Around this time last year, COVID-19 began forcing the nation to shut down. Just about everyone's life was disrupted. This week, we're listening to the voices of everyday Floridians who were impacted by the pandemic.
Today we check in with Devandra Amin. We first heard from the critical care doctor at BayCare's Morton Plant Hospital in Clearwater last fall. He shared his experience getting COVID-19 last March just as the pandemic started shutting down much of Florida.
Amin described being a patient in his own ICU and how his colleagues helped him recover with little knowledge of how to tackle the virus. Now he tells us how life at the hospital has been since.
It’s been a long, hard several months with the waxing and waning of numbers. Just as you think things are getting better, unfortunately, people were very quick to relinquish their guard, maybe open up the economy too quickly, sometimes causing the secondary and then the third waves that we had — surges that we've had.
But we've learned how to cope with that. And certainly as a [BayCare] system, we've been able to cope with that very well in terms of managing the extra numbers. The difficulty has been that we've learned over the last year that a lot of the drugs we started with just really have no significant benefit, and may even be harmful.
So we're left with, basically, supportive care, oxygen, steroids and possibly the newer antivirals that might be of benefit. Remdesivir data was weak; probably convalescent plasma, also.
Unfortunately, a young man, probably about three or four months ago, was very sick. We moved very quickly to do ECMO, which is extra corporeal lung support, you basically have an artificial lung working for you while his own lungs were not working. Young, healthy, no other significant medical history, very sick, very quickly. Unfortunately, even after about two or three months, we were not able to help him. That was just such a horrible thing to see in a young patient.
We're all very vulnerable. We're all still very vulnerable. And it's just luck of the draw how things happen when you get through this illness.
You know, it's frustrating. There has been a significant toll, certainly internationally and nationally, the amount of burnout that we've seen is significant.
And I think everybody has done a phenomenal job sacrificing themselves, their bodies and spirits to taking care of people, which I think everybody does day in, day out. But it's particularly taxing when you know that you're dealing with a disease that can, if not kill you, certainly debilitate you for a significant amount of time.
It truly is, people who do this — specifically I'd say the nursing staff and the ancillary staff, or respiratory therapy — who are in the rooms for far longer than we are, it's just amazing how selfless they are in actually taking care of patients day in, day out.
Everybody has been overworked, overstressed. And they've just managed it beautifully. I mean, I think a lot of it's internalized, and we have to do better at helping people cope with that. But on the whole, I think the support has been very good.

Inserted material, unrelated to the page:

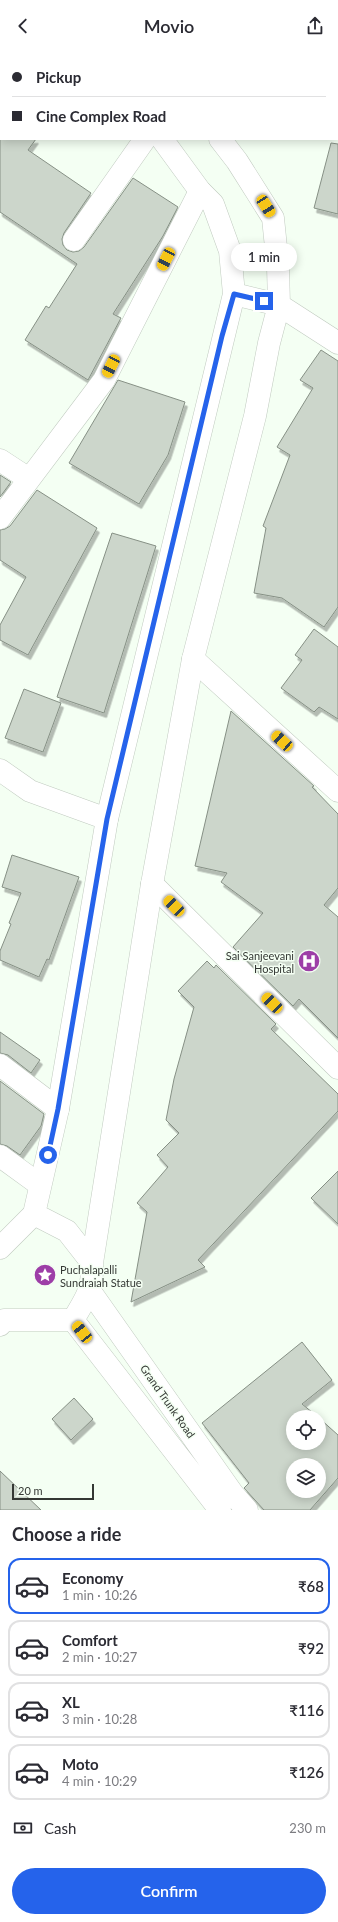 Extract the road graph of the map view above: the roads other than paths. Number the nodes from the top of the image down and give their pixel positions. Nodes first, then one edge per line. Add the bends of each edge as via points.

We got vaccinated in early February or late January when we first had them available to us. I had the Pfizer vaccine and significant symptoms of fatigue and muscle aches and pains, just lack of energy the day after. Second vaccine, no trouble whatsoever, it was fine.
I think it's pretty much one day at a time right now. I think there's a level of optimism that we may be through, specifically as the numbers are going down. But I don't think we're letting down our guard at this point. You know, 95% is 95%, it’s not 100%. So even though the efficacy [of some vaccines] is great, there's still a risk of getting an infection as mild as it would be. And it's not so much your issue anymore, but you're transmitting it to somebody else.
It's going to be tough getting back to normal. And hopefully, as we get more and more vaccinated, that might become easier and safe.